Ganador del premio Clarín en 2016 con “El Canario”, utilizó su discurso para solidarizarse con sus compañeros despedidos de la Biblioteca Nacional. Eso convirtió a su novela en una suerte de libro fantasma, al cual nadie reseña. Fotos: Rafael Calviño

Carlos Bernatek (Avellaneda, 1955) es una rara avis en el panorama literario local. Puso en el mapa a la ciudad de Santa Fe como epicentro, donde vivió muchos años y conoce como nadie los pequeños resortes que hacen a la vida en la capital provinciana. En La noche litoral (2015) y Jardín primitivo (2017, ambos publicados por Adriana Hidalgo), Bernatek recrea a través de la figura de Ovidio Balán a una suerte de superviviente agudo, iconoclasta, un outsider siempre en el límite existencial pero con una historia que lo asocia a los sectores más pudientes de la ciudad. Así, la voz de Ovidio irá desnudando la hipocresía y miserias urbanas en una espiral satírica donde el grotesco parece no detenerse nunca.

Entre estas dos obras, Bernatek ganó el Premio Clarín de Novela 2016 con El Canario, distinguido por un jurado en el que se contaban Sylvia Iparraguirre, el cubano Leonardo Padura y el español Juan José Millás.
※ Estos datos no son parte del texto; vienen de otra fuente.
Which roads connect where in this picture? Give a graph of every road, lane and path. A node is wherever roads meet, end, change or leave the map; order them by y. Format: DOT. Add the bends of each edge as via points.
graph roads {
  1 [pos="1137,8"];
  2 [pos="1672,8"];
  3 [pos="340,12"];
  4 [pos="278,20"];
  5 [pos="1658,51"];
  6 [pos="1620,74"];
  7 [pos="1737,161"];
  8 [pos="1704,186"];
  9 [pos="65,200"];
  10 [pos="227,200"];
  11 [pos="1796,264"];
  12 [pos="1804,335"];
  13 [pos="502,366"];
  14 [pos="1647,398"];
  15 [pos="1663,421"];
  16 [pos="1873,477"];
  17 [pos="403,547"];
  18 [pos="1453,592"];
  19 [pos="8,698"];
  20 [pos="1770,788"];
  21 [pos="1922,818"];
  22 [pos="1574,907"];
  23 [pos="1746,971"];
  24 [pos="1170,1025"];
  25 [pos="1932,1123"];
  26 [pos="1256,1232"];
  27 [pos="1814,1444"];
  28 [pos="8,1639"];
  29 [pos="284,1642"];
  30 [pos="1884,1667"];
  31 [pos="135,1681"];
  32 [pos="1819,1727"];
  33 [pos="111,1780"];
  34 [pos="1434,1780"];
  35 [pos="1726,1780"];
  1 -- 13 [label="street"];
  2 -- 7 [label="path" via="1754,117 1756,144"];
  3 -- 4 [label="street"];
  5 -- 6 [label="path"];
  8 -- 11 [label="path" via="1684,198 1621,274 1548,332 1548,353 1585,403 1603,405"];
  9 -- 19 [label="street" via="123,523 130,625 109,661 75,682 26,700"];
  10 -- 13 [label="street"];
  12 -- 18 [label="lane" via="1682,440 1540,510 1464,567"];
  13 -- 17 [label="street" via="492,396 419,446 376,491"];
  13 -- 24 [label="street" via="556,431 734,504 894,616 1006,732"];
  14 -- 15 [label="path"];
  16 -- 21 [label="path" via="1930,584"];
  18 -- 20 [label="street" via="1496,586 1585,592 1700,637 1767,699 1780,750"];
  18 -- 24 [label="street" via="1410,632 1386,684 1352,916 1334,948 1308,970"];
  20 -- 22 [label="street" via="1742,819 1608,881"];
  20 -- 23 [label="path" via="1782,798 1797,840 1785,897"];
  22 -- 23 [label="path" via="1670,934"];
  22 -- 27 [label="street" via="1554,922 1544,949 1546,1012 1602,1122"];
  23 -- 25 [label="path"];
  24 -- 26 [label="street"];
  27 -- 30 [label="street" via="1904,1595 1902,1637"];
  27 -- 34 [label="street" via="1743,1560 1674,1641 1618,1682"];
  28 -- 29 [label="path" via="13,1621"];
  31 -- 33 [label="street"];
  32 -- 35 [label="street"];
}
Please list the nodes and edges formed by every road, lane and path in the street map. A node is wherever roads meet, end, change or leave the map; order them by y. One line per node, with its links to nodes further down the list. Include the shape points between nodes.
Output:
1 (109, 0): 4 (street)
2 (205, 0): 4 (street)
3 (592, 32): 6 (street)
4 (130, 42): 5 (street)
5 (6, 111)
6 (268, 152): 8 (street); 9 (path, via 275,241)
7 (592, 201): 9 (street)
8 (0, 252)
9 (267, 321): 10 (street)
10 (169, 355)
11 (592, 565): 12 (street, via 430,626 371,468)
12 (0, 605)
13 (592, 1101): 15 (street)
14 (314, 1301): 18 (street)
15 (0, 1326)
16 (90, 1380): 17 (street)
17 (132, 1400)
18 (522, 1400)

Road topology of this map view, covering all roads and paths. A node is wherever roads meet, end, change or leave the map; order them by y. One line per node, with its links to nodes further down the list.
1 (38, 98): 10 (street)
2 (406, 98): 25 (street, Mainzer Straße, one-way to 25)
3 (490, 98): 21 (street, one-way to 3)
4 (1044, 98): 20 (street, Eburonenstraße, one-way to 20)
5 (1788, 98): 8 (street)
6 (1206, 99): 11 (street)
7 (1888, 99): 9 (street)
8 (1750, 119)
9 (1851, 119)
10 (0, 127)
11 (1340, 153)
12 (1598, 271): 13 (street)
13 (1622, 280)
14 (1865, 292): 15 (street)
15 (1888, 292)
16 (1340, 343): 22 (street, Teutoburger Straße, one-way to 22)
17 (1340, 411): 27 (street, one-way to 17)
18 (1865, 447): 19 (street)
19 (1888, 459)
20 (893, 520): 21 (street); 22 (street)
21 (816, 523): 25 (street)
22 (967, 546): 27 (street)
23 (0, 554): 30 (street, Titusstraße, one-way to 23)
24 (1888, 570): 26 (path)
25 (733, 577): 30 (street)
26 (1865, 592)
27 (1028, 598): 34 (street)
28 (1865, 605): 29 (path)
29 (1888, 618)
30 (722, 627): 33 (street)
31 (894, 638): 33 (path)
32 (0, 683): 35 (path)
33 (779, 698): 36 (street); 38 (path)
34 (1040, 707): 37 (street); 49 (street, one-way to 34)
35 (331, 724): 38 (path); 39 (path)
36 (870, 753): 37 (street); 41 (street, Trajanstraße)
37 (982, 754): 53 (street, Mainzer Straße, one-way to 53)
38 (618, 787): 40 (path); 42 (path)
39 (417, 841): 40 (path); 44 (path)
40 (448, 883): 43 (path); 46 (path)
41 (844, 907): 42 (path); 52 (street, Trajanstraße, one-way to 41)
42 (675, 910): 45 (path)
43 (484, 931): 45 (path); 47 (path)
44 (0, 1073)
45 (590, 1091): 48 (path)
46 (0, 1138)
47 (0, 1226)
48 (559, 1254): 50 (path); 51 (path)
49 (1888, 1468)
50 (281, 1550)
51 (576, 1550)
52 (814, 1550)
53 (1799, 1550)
Bernatek subió, agradeció, dedicó y se solidarizó con sus compañeros despedidos de la Biblioteca Nacional además de recordar la labor que debería cumplir el Estado en cultura. La novela no se vio reseñada por ningún otro medio que no fuera Clarín ni exhibida en las principales librerías. Se convirtió en un “libro fantasma”. Curioso premio en un país casi sin certámenes literarios, al que no se le puede negar transparencia, pero que en lugar de difundir a sus coronados los boicotea. Casi una historia de Bernatek.

No importa demasiado, a fin de cuentas. Será otra historia para el Ovi, esa mezcla políticamente incorrecta entre el Erdosain arltiano e Ignatius Reilly, el protagonista de La Conjura de los Necios, un ácrata distópico del siglo XXI. Ese excedente de la sociedad capaz de sobrevivir a lo que sea.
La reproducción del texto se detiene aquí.